┌─ Data for analysis

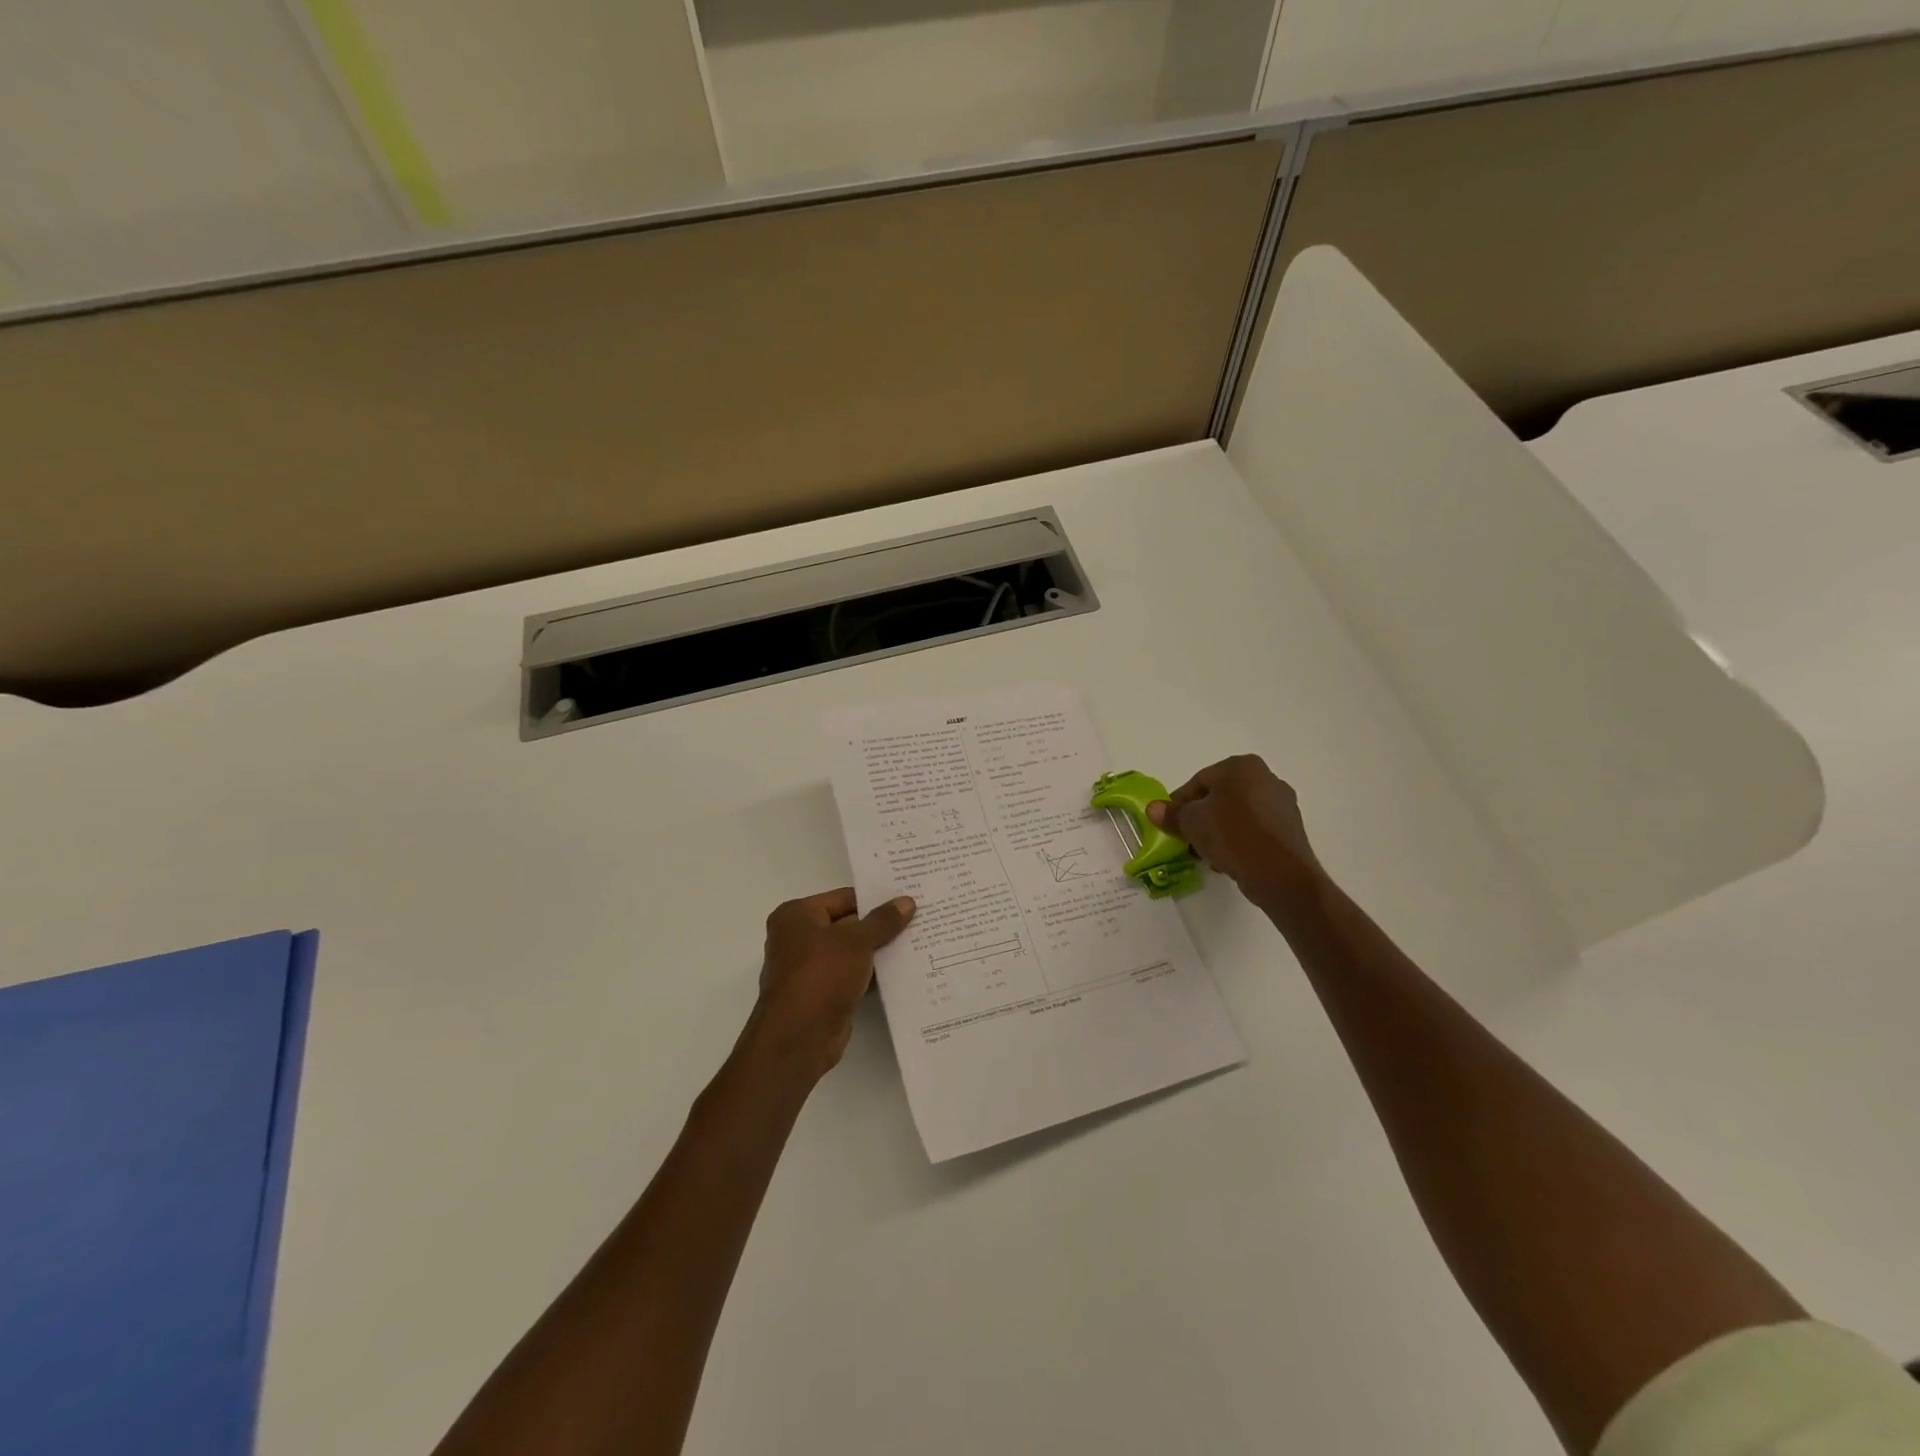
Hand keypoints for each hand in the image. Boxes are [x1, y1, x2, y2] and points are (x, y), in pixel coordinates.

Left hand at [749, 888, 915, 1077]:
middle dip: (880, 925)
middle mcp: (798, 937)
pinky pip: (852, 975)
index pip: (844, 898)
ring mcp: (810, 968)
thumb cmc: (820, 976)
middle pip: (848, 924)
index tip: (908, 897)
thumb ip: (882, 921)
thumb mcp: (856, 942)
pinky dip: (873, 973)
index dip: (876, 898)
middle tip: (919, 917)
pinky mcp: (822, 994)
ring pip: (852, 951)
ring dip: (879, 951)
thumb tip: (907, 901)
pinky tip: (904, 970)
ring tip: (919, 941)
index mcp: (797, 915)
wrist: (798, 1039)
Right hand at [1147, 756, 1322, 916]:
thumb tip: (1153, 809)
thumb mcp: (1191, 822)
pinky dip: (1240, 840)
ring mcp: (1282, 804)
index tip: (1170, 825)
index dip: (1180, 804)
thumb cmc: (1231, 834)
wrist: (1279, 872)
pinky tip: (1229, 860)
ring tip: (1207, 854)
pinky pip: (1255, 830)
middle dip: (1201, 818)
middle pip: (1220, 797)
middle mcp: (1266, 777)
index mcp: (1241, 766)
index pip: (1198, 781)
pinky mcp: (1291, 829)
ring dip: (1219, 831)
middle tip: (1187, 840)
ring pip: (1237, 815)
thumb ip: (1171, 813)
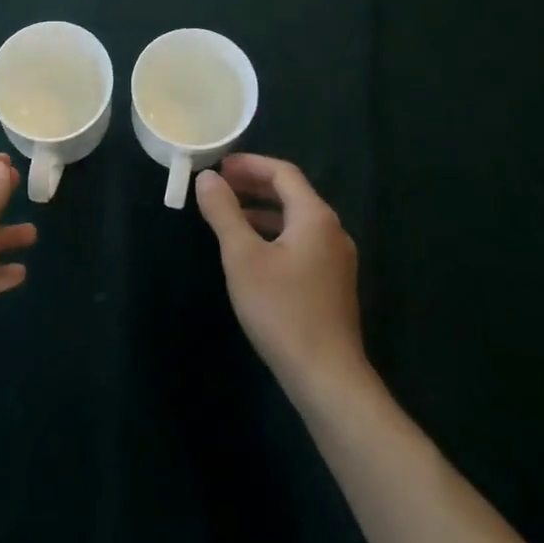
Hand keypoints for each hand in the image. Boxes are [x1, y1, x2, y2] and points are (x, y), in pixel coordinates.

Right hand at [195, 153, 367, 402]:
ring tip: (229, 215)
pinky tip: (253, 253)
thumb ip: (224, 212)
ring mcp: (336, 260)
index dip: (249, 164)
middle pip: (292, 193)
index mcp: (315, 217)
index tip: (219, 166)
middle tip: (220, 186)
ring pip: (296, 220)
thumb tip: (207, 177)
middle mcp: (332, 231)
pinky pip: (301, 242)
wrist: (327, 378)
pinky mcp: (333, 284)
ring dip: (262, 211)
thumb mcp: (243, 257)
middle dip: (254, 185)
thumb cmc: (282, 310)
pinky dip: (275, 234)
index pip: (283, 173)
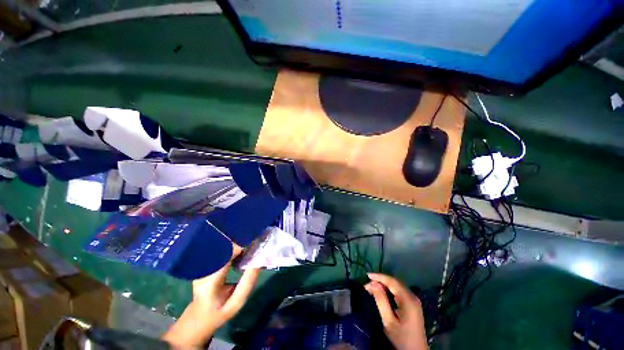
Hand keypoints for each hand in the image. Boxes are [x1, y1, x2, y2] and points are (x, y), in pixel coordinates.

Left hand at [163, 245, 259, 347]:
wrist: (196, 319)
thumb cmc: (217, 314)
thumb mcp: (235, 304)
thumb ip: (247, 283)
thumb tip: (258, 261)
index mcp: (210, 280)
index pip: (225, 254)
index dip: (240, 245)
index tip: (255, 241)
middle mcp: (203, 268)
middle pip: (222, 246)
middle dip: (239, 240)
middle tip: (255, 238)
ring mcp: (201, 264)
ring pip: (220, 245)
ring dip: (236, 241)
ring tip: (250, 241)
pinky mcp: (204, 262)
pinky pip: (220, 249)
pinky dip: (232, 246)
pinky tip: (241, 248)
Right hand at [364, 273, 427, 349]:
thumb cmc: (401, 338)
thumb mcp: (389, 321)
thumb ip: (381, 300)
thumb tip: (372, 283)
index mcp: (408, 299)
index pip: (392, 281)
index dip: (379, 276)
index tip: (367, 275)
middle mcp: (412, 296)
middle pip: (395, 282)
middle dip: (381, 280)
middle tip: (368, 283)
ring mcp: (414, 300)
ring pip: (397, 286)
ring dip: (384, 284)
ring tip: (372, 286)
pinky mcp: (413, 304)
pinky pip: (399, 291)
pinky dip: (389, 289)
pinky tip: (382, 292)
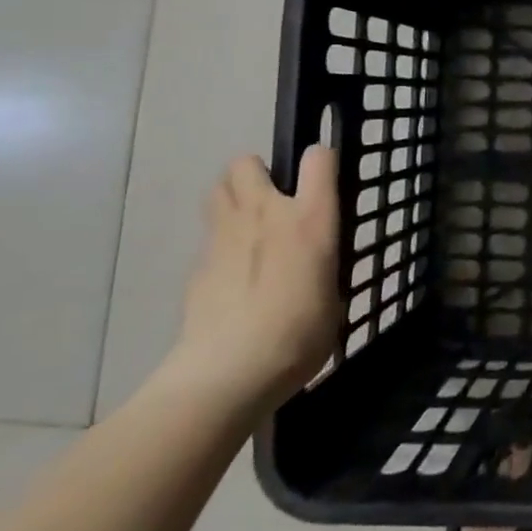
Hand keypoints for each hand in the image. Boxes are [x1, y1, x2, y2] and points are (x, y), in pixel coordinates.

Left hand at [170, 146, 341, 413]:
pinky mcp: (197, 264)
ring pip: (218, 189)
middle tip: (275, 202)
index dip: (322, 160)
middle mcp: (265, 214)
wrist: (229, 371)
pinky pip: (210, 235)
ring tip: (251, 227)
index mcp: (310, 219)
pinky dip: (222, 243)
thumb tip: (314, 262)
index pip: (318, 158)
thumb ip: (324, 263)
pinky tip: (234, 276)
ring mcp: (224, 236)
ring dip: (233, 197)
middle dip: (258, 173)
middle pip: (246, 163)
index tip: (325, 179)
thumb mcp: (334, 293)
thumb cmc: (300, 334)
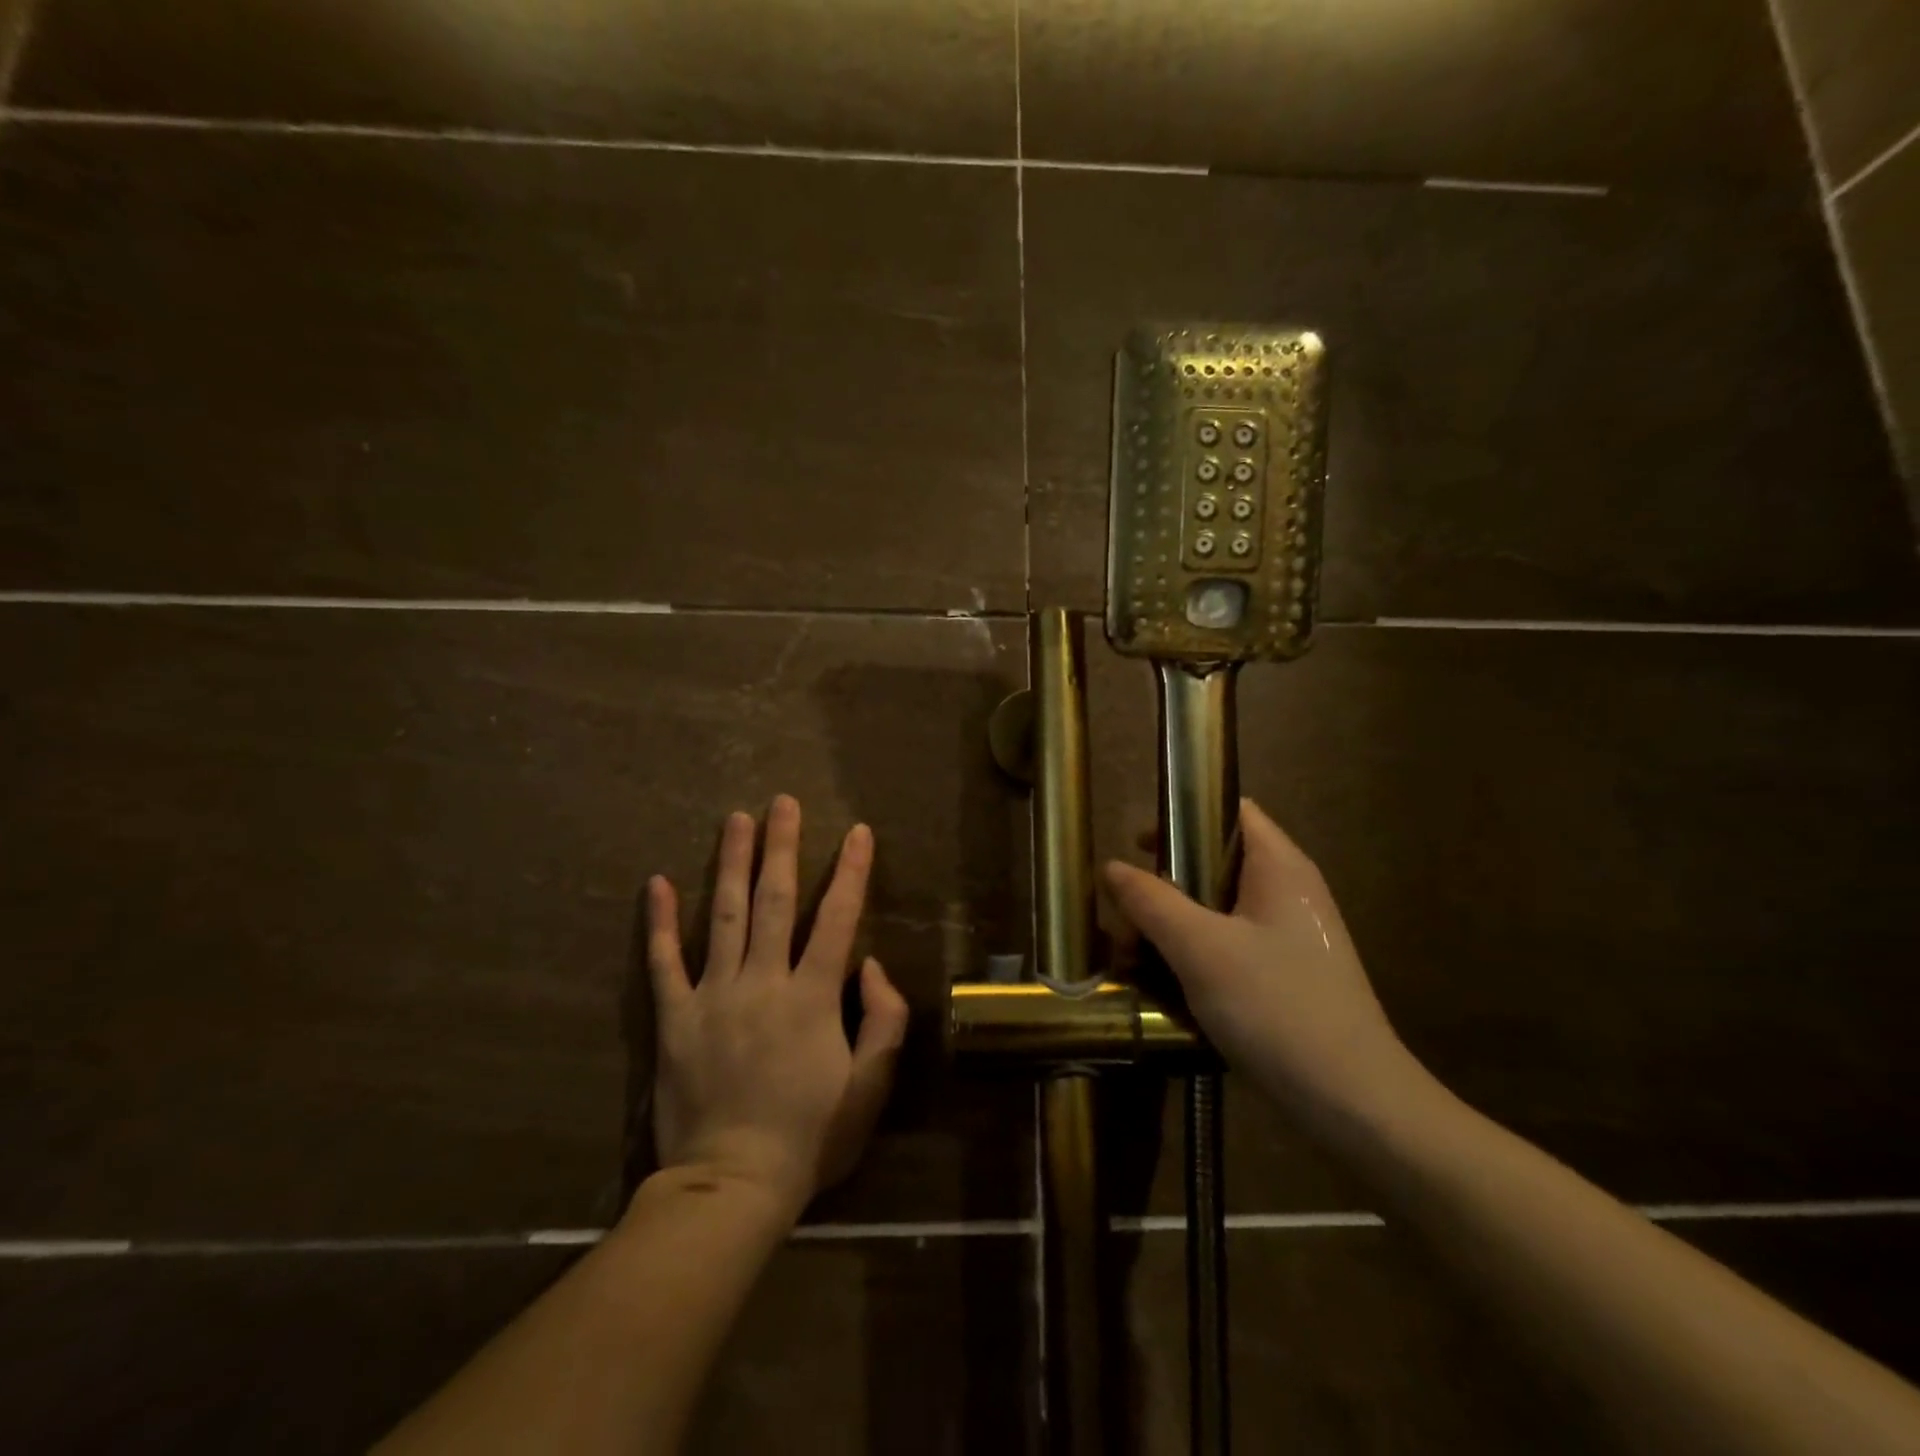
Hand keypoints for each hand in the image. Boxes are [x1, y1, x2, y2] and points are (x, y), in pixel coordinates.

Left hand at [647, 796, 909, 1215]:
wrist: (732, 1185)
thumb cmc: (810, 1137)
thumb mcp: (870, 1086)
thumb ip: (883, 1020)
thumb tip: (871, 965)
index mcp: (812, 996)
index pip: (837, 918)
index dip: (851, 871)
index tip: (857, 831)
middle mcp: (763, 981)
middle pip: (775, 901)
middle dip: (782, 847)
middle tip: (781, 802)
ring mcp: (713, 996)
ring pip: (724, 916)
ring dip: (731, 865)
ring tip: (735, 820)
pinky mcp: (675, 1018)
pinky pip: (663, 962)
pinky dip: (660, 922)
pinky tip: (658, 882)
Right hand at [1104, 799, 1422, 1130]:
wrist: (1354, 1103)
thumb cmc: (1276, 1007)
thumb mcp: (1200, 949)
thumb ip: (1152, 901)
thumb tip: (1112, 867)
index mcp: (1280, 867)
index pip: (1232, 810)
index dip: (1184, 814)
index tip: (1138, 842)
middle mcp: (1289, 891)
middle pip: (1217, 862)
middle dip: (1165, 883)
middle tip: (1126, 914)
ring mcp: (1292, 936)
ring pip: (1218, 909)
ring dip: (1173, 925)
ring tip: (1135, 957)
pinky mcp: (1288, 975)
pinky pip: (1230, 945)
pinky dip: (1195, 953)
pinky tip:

└─

Return all records exactly as they stand above, except for pictures.

Hand keypoints for each hand in the image. Boxes are [x1, y1, x2, y2] and points are (x, y), in pixel coordinates.

Left hand at [749, 888, 915, 1077]:
middle dip: (880, 925)
middle mcp: (798, 937)
pinky pip: (852, 975)
index pip: (844, 898)
ring mcp: (810, 968)
thumb cmc: (820, 976)
middle pip: (848, 924)
index tip: (908, 897)
thumb ip: (882, 921)
thumb mcp: (856, 942)
pinky dip: (873, 973)
index dip: (876, 898)
middle tip: (919, 917)
pinky mcp: (822, 994)
ring pip: (852, 951)
ring dip: (879, 951)
thumb tip: (907, 901)
pinky tip: (904, 970)
ring tip: (919, 941)
index mcp: (797, 915)
wrist: (798, 1039)
Right hand at [1147, 756, 1322, 916]:
thumb tip: (1153, 809)
thumb mcp: (1191, 822)
pinky dip: (1240, 840)
ring mcp: (1282, 804)
index tip: (1170, 825)
index dip: (1180, 804)
thumb cmc: (1231, 834)
wrist: (1279, 872)
pinky tip: (1229, 860)
ring tip: (1207, 854)
pinky pip: (1255, 830)
middle dip: (1201, 818)
middle pip: (1220, 797)
middle mcp: (1266, 777)
index mcp: (1241, 766)
index pip: (1198, 781)
pinky mcp: (1291, 829)
ring dip: (1219, 831)
middle tip: (1187, 840)
ring pip: (1237, 815)
thumb ip: (1171, 813)
Hand keypoints for each hand in the image. Boxes are [x1, y1, x2, y2] and points are (x, y), in pixel coordinates.

Right hand at [195, 153, 367, 402]:
ring tip: (229, 215)
pinky tip: (253, 253)
thumb ip: (224, 212)
ring mcp: (336, 260)
index dip: (249, 164)
middle pip: (292, 193)
index mcp: (315, 217)
index tip: (219, 166)
middle tip: (220, 186)
ring pip: (296, 220)
thumb tip: (207, 177)
middle mcp: (332, 231)
pinky pip: (301, 242)
wrist: (327, 378)
pinky mcp: (333, 284)
ring dip: (262, 211)
thumb mcp: (243, 257)
middle dip: (254, 185)
thumb cmc: (282, 310)
pinky dip: (275, 234)
index pip: (283, 173)
Hand keypoints for each hand in the image. Boxes are [x1, y1, x2, y2] and points are (x, y), in pixel coordinates.

Left hand at [163, 245, 259, 347]:
wrist: (196, 319)
thumb cmc: (217, 314)
thumb mcp: (235, 304)
thumb ip: (247, 283)
thumb tip: (258, 261)
index mcp: (210, 280)
index pip: (225, 254)
index dip: (240, 245)
index tip: (255, 241)
middle mcp: (203, 268)
middle pip: (222, 246)
middle dip: (239, 240)
middle tip: (255, 238)
ring mcp: (201, 264)
ring pip: (220, 245)
ring dip: (236, 241)
ring tip: (250, 241)
pinky mcp: (204, 262)
pinky pip: (220, 249)
pinky dip: (232, 246)
pinky tip: (241, 248)
Right hand at [364, 273, 427, 349]:
thumb cmc: (401, 338)
thumb mcp: (389, 321)
thumb ip: (381, 300)
thumb tip: (372, 283)
index mcp: (408, 299)
index pip: (392, 281)
index dip: (379, 276)
index tip: (367, 275)
middle mcp: (412, 296)
middle pip: (395, 282)
middle dip: (381, 280)
middle tip: (368, 283)
ring mcp: (414, 300)
ring pip: (397, 286)
ring dip: (384, 284)
ring tip: (372, 286)
pinky mcp: (413, 304)
pinky pip: (399, 291)
pinky dip: (389, 289)
pinky tip: (382, 292)
Hand keypoints for each hand in the image. Boxes are [x1, y1, x2, y2] and points are (x, y), in pixel coordinates.

Left hand at [170, 146, 341, 413]:
pinky mcp: (197, 264)
ring pip: (218, 189)
middle tip: (275, 202)
index dip: (322, 160)
middle mcp: (265, 214)
wrist: (229, 371)
pinky pip: (210, 235)
ring tip: (251, 227)
index mcp: (310, 219)
pinky dip: (222, 243)
thumb tip: (314, 262)
index pip: (318, 158)
thumb ip: (324, 263)
pinky tip: (234, 276)
ring mcp: (224, 236)
ring dip: (233, 197)
middle dip: (258, 173)
middle pip: (246, 163)
index tip: (325, 179)
thumb mcp: (334, 293)
thumb cmc: (300, 334)
Hand keypoints for each hand in the image. Boxes are [x1, y1, x2, y2] and points are (x, y), in pixel coordinates.

Left hand at [647, 796, 909, 1215]:
wrist: (732, 1185)
thumb cmc: (810, 1137)
thumb mcp: (870, 1086)
thumb ip: (883, 1020)
thumb tip: (871, 965)
index mcp: (812, 996)
index pip: (837, 918)
index dip: (851, 871)
index tip: (857, 831)
middle mcp: (763, 981)
middle pip: (775, 901)
middle dip: (782, 847)
middle tip: (781, 802)
ring mcp: (713, 996)
ring pip: (724, 916)
ring dip: (731, 865)
ring tip: (735, 820)
pinky mcp: (675, 1018)
pinky pip: (663, 962)
pinky dip: (660, 922)
pinky tip: (658, 882)
Right hand at [1104, 799, 1422, 1130]:
wrist: (1354, 1103)
thumb cmc: (1276, 1007)
thumb mcp: (1200, 949)
thumb ip: (1152, 901)
thumb tip: (1112, 867)
index mcp: (1280, 867)
index pip: (1232, 810)
index dip: (1184, 814)
index tip: (1138, 842)
middle mcp: (1289, 891)
middle pip: (1217, 862)
middle dip: (1165, 883)
middle tip: (1126, 914)
ring mcp: (1292, 936)
ring pip: (1218, 909)
ring dip: (1173, 925)
ring tip: (1135, 957)
pinky mcp: (1288, 975)
pinky pip: (1230, 945)
pinky dip: (1195, 953)
pinky tip:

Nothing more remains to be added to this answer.